The problem: Go through the records and copy each line where the word "roads" occurs.

Stored dataset items:

[Start of section]

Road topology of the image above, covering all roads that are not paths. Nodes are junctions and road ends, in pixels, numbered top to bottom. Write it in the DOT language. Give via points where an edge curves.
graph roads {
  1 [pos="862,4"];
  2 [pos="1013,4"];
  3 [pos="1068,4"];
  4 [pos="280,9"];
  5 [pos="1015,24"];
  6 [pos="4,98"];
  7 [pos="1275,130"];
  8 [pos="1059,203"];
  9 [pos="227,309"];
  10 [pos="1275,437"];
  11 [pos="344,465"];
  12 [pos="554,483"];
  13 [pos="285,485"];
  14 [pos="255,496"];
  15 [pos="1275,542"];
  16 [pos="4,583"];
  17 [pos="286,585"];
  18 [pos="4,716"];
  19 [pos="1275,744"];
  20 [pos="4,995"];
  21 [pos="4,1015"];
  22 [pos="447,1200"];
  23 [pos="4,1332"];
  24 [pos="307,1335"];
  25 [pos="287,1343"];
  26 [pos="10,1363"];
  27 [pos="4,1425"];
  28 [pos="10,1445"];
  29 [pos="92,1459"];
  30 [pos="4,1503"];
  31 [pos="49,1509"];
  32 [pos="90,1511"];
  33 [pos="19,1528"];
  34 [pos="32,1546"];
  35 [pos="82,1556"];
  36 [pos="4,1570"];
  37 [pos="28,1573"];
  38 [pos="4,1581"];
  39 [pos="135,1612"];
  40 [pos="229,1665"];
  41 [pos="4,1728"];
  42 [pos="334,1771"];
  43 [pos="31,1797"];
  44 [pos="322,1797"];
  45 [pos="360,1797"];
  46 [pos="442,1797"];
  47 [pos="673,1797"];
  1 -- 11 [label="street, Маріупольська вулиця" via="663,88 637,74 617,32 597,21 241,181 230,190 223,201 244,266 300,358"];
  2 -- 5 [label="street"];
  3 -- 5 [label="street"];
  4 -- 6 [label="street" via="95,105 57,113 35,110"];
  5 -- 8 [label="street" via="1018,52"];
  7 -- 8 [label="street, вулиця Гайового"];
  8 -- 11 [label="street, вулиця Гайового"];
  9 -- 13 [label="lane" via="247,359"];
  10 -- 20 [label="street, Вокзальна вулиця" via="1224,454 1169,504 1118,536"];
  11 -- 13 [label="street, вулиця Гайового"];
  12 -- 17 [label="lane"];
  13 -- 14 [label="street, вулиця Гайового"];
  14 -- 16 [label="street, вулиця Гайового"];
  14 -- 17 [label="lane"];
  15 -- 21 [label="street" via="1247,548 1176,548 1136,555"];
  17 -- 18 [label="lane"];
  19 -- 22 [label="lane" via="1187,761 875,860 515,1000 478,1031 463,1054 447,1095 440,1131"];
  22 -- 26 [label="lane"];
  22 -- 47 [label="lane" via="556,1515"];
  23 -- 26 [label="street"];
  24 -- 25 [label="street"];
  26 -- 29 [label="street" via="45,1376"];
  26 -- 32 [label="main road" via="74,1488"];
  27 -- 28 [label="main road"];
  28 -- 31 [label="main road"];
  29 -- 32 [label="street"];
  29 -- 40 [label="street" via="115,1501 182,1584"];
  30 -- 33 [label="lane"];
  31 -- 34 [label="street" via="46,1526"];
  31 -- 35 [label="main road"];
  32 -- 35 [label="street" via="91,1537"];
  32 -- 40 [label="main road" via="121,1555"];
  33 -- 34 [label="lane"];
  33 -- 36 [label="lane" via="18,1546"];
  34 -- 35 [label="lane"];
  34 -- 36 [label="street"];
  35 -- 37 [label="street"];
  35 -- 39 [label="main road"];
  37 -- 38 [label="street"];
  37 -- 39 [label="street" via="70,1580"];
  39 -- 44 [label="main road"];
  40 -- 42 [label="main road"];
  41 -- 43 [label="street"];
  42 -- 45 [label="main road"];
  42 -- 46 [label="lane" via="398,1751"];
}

[End of section]

Answer space:
Road topology of the image above, covering all roads that are not paths. Nodes are junctions and road ends, in pixels, numbered top to bottom. Write it in the DOT language. Give via points where an edge curves.
graph roads {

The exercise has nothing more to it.